The scientists describe how OCT, used to produce
three-dimensional images of the layers of the retina of the eye,
overcomes those difficulties. They used OCT to analyze two oil
paintings from the 18th and 19th centuries. In one, "Saint Leonard of
Porto Maurizio," OCT revealed evidence that the inscription "St.
Leonard" was added approximately fifty years after completion of the
painting. In the other, "Portrait of an unknown woman," OCT found
evidence of the possible of forgery of the artist's signature.
Enlisting a drug discovery technique in the
battle against global warming
Carbon dioxide from industrial
smokestacks could be captured with eco-friendly proteins developed
with a technique long used to discover new medicines.
[Credit: iStock]
Scientists in Texas are reporting that a technique
used in the search for new drugs could also be used in the quest to
discover new, environmentally friendly materials for fighting global
warming. Such materials could be used to capture the greenhouse gas
carbon dioxide from industrial smokestacks and other fixed sources
before it enters the biosphere. The new study appears in ACS'
bi-monthly journal Energy & Fuels.
Michael Drummond and colleagues Angela Wilson and
Tom Cundari note that greener carbon-capture technologies are a
crucial component in mitigating climate change. Existing technology is
expensive and can generate hazardous waste.

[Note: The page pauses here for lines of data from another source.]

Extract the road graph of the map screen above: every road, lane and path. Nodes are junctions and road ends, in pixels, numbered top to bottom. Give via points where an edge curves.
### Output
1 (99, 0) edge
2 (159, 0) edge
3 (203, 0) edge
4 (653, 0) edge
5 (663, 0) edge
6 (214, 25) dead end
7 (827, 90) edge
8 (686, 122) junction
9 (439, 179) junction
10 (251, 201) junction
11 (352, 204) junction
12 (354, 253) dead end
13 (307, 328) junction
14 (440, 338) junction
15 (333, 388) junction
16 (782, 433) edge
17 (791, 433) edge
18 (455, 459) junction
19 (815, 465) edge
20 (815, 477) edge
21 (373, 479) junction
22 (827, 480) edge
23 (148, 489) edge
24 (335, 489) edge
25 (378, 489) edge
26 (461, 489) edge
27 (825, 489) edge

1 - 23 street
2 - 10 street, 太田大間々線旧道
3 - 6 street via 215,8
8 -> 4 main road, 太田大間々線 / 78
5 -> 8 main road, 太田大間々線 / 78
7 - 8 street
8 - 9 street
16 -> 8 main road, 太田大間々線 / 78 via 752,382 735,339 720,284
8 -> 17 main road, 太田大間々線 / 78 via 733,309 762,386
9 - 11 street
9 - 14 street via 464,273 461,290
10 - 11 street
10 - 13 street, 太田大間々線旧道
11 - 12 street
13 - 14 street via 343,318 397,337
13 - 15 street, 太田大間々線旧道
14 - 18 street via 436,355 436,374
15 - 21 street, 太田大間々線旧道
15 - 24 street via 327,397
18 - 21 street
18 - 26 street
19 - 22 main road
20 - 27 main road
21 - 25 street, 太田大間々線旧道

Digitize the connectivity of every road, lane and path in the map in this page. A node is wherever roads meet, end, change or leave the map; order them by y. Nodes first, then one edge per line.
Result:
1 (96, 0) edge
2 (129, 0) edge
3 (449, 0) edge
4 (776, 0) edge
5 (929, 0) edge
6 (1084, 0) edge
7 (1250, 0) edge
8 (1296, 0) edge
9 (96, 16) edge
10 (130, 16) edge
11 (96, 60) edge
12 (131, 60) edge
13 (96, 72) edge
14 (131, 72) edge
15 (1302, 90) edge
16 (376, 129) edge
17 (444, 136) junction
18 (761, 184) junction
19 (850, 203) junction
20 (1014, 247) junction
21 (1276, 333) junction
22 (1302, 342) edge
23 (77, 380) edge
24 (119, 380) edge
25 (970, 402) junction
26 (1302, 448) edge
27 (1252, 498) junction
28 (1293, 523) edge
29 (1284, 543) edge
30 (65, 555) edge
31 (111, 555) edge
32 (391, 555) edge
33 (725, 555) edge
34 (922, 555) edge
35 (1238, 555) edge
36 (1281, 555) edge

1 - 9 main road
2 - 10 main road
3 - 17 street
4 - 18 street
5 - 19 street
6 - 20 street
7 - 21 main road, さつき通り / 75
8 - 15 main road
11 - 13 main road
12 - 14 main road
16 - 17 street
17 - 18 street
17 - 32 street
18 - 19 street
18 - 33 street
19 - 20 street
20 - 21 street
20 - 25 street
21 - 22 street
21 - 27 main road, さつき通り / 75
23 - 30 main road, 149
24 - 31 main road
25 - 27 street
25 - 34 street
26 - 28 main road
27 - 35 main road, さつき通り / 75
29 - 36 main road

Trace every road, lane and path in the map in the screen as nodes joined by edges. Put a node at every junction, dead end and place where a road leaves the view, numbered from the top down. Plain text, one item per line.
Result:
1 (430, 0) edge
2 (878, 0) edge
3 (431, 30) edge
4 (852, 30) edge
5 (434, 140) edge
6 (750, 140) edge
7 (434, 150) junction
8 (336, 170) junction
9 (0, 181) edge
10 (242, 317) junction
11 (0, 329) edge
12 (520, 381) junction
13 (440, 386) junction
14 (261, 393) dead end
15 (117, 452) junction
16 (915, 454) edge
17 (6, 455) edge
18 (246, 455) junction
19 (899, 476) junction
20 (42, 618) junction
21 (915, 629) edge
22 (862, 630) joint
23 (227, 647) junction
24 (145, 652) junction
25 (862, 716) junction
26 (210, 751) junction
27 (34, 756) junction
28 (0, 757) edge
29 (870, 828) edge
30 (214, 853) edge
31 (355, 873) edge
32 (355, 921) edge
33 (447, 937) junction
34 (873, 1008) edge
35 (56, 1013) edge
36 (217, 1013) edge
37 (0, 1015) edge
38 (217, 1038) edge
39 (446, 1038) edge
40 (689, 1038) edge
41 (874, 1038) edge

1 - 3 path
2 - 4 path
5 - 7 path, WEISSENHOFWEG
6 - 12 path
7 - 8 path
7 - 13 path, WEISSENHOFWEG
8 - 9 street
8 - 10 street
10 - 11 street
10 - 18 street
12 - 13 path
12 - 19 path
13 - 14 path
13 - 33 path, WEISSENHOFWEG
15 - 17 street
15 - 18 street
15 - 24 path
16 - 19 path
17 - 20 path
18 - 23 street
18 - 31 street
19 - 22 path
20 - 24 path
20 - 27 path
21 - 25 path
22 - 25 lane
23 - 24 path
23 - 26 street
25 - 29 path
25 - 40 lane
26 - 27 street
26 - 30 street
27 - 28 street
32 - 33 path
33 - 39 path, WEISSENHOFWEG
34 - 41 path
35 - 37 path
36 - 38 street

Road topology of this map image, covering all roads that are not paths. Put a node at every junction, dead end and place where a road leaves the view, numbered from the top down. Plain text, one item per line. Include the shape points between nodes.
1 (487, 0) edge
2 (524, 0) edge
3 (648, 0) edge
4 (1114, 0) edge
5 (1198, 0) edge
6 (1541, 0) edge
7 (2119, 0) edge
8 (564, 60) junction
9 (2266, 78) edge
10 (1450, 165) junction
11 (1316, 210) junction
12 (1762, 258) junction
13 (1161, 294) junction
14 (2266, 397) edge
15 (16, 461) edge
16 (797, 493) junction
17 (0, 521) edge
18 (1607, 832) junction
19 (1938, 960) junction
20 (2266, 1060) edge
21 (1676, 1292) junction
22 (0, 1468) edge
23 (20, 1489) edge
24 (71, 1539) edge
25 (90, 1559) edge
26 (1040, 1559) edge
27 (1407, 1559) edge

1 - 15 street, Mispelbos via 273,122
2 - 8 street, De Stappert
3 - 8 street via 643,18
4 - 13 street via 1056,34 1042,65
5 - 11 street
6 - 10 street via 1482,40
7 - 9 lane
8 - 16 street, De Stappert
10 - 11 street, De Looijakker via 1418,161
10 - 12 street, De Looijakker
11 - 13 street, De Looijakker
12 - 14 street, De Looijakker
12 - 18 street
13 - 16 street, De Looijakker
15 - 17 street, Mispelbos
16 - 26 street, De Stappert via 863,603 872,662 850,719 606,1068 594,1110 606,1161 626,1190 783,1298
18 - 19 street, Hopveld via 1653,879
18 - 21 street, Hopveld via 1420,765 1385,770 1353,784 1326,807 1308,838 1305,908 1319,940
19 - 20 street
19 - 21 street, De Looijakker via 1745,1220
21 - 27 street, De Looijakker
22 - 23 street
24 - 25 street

They point out that
proteins, however, can catalyze reactions with carbon dioxide, the
main greenhouse gas, in an environmentally friendly way. That fact got
the scientists interested in evaluating the possibility of using
proteins in carbon capture technology.
In the study, they used the pharmacophore concept
to probe how the 3-dimensional structure of proteins affects their
ability to bind and capture carbon dioxide. The German chemist and
Nobel Laureate Paul Ehrlich, who originated the concept a century ago,
defined a pharmacophore as the molecular framework that carries the
key features responsible for a drug's activity. The scientists
concluded that the approach could point the way to the development of
next-generation carbon capture technologies.